* _ABOUT THIS EXERCISE_:
Copy out each line of the entries below in which the string "Supratman" appears.

(Source records)
○ ○ ○ ○ ○
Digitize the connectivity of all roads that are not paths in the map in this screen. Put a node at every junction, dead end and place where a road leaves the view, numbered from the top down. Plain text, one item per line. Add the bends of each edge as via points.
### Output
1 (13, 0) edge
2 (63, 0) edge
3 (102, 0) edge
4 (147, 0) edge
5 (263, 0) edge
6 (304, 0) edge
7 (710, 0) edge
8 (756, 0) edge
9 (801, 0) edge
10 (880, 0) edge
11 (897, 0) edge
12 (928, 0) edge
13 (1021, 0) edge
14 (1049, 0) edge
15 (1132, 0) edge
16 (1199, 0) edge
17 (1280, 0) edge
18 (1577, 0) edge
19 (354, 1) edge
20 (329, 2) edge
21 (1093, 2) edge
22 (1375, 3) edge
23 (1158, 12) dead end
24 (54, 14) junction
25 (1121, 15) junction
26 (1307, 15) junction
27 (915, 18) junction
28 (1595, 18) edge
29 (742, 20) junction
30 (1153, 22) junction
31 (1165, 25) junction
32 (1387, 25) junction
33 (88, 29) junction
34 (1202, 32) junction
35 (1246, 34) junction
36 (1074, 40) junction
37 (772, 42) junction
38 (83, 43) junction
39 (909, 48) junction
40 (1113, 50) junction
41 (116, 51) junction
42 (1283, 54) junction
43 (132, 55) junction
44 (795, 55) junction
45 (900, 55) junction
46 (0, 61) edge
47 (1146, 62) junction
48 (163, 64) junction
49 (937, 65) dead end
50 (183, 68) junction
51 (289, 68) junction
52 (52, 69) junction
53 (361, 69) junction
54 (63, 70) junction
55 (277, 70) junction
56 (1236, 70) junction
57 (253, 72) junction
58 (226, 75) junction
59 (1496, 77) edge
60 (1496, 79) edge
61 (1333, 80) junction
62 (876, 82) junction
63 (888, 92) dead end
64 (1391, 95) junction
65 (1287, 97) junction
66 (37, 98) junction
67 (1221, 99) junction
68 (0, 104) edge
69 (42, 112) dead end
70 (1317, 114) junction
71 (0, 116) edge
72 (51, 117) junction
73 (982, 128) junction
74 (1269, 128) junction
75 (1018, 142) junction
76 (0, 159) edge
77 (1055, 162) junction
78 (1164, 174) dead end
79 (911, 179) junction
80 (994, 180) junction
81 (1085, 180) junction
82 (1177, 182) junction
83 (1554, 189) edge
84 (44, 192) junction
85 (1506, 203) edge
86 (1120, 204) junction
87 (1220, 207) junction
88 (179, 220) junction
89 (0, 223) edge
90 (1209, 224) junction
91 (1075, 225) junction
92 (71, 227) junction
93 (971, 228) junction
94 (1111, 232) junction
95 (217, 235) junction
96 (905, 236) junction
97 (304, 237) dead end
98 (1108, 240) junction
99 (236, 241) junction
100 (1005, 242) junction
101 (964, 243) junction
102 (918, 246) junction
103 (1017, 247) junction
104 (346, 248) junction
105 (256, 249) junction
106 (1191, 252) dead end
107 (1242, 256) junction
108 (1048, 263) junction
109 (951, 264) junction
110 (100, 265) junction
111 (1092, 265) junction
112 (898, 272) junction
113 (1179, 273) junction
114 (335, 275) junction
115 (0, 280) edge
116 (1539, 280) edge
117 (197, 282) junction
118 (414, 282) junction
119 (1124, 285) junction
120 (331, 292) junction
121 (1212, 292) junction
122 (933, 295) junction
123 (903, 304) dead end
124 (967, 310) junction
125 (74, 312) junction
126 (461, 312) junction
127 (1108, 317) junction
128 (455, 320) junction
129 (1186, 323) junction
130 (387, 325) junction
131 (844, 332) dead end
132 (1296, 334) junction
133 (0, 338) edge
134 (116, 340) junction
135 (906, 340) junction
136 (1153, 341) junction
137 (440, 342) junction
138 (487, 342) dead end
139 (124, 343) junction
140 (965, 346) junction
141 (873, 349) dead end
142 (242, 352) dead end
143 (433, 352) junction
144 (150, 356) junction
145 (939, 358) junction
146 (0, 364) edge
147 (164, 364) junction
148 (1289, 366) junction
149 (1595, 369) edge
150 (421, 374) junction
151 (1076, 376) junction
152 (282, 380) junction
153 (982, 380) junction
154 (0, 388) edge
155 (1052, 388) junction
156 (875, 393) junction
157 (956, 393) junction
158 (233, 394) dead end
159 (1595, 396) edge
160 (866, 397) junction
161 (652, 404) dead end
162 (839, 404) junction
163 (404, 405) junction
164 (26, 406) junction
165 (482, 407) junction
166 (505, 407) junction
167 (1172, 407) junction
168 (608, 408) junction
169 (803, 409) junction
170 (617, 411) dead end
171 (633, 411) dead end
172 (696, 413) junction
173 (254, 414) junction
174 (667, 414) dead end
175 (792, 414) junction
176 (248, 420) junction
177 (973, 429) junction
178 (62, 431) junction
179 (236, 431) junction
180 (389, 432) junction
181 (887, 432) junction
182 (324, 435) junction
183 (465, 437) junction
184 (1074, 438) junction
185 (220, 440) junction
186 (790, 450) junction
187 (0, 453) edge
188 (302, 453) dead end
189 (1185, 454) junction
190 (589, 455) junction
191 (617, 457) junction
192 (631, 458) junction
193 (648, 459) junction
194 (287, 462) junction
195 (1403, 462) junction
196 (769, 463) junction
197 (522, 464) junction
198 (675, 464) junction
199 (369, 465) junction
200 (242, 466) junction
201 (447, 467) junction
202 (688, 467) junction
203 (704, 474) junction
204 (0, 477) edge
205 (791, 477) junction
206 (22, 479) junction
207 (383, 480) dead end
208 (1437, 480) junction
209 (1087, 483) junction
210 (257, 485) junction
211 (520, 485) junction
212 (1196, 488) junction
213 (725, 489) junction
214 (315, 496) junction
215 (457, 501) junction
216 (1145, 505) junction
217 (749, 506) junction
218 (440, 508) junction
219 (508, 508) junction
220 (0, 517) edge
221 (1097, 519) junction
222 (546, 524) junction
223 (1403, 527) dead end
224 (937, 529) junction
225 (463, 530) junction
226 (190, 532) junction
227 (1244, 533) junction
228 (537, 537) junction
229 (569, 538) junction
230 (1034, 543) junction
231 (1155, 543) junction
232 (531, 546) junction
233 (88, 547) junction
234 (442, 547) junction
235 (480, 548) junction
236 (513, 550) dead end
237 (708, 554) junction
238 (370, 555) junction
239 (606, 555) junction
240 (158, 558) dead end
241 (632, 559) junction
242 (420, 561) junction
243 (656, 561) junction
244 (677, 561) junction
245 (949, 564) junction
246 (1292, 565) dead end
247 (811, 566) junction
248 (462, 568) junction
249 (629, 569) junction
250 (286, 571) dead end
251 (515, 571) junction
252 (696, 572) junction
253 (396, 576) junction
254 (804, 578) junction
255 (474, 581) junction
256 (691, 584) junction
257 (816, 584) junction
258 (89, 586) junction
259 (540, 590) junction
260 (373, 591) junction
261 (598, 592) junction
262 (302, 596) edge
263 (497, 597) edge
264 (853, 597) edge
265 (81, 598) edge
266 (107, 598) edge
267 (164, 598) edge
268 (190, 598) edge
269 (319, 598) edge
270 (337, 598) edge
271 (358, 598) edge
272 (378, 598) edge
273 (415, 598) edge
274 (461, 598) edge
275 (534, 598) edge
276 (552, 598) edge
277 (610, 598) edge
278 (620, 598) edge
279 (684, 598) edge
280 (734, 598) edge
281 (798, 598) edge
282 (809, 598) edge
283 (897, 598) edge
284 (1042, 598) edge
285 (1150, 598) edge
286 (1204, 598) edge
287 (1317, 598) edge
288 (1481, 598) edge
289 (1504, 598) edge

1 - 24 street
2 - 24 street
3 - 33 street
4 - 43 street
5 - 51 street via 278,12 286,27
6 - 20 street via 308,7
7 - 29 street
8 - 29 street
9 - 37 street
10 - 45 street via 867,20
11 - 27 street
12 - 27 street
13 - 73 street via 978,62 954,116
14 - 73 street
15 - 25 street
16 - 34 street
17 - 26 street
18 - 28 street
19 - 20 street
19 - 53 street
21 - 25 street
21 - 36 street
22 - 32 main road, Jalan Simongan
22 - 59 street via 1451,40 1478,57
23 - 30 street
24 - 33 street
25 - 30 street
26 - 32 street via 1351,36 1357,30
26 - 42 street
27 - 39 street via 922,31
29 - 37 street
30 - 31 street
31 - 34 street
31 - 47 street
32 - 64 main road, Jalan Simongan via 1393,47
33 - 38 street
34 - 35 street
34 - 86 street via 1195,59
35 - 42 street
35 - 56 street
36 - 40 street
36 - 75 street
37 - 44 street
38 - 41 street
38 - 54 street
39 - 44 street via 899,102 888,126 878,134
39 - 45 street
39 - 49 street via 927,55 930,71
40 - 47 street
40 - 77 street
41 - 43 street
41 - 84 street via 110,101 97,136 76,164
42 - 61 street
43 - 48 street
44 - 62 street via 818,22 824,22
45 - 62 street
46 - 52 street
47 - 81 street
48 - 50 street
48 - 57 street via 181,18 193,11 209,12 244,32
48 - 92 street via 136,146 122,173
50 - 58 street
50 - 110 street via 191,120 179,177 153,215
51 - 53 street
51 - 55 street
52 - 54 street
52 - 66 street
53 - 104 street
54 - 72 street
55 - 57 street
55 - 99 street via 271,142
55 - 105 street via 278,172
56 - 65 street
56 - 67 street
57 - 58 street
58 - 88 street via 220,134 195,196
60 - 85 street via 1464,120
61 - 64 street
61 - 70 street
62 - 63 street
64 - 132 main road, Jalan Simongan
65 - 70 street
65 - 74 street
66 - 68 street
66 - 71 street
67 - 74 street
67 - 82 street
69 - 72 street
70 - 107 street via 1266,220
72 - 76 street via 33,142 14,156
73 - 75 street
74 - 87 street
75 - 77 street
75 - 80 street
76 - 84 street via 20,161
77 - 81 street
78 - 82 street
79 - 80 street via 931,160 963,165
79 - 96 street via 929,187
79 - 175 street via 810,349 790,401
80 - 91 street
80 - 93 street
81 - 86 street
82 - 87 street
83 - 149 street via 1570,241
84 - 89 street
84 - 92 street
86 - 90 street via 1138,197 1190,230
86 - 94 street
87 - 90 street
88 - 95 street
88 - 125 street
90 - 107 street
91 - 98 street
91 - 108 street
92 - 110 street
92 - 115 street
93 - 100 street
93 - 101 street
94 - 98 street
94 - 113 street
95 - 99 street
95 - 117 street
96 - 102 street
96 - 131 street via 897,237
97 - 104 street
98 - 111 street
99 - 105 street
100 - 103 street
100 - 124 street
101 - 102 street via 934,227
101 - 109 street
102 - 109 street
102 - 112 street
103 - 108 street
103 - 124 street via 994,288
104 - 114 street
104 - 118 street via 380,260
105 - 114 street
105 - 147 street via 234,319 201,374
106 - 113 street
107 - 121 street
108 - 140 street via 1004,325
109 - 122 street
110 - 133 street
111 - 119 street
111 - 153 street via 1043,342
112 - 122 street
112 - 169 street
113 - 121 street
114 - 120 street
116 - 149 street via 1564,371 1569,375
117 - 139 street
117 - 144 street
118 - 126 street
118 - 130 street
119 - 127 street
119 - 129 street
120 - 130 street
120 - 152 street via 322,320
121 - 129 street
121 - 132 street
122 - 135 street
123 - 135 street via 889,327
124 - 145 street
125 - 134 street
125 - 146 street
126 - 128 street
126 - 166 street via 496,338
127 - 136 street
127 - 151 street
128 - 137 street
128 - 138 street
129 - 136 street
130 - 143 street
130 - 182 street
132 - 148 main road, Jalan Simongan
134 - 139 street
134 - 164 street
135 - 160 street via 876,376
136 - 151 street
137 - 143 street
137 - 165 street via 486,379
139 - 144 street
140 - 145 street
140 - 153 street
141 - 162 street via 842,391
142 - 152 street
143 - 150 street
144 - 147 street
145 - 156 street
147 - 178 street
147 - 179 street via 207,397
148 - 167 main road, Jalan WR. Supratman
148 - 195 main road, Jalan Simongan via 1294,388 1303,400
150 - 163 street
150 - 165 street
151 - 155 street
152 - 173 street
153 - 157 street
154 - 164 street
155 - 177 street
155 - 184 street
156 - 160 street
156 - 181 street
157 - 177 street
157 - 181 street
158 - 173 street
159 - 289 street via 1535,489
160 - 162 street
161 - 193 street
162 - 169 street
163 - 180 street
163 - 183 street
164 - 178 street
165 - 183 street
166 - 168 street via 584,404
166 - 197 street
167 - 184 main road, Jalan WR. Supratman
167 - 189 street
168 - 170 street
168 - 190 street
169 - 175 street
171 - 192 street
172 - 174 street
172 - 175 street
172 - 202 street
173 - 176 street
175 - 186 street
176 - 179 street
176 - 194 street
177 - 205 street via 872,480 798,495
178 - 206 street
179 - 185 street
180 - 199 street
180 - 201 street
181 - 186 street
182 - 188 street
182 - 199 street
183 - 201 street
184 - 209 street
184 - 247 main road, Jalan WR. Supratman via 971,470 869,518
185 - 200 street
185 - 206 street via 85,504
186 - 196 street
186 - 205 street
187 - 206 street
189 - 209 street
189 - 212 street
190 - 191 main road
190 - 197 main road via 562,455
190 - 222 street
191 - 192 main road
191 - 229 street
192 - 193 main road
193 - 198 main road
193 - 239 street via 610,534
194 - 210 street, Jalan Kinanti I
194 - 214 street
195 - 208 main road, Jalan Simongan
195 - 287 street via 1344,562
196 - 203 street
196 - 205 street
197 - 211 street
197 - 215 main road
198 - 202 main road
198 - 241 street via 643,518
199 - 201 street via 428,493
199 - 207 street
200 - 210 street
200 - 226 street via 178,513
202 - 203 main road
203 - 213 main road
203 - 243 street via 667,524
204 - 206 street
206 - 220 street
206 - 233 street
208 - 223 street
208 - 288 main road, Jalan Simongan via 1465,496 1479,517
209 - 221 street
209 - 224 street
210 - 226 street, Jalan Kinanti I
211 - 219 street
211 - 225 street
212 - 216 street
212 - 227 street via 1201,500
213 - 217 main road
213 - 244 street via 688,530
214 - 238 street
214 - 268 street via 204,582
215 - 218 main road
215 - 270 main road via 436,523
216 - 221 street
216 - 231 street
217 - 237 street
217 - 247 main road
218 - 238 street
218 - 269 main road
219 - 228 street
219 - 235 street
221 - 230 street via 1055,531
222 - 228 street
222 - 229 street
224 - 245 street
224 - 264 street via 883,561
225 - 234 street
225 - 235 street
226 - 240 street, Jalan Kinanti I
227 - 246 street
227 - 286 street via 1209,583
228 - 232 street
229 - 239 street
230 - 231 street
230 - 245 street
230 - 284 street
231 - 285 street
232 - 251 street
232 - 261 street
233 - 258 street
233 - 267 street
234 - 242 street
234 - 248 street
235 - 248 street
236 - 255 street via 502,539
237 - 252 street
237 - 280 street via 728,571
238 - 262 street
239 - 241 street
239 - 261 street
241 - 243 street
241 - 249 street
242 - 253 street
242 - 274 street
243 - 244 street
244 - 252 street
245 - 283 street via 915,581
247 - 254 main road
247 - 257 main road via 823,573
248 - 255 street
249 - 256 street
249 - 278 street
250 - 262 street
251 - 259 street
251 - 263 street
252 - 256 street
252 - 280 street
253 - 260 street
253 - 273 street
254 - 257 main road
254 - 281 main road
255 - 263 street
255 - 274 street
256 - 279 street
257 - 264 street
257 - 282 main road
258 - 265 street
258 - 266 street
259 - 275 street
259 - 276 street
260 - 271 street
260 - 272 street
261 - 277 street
○ ○ ○ ○ ○
* _REPLY_:
148 - 167 main road, Jalan WR. Supratman
167 - 184 main road, Jalan WR. Supratman
184 - 247 main road, Jalan WR. Supratman via 971,470 869,518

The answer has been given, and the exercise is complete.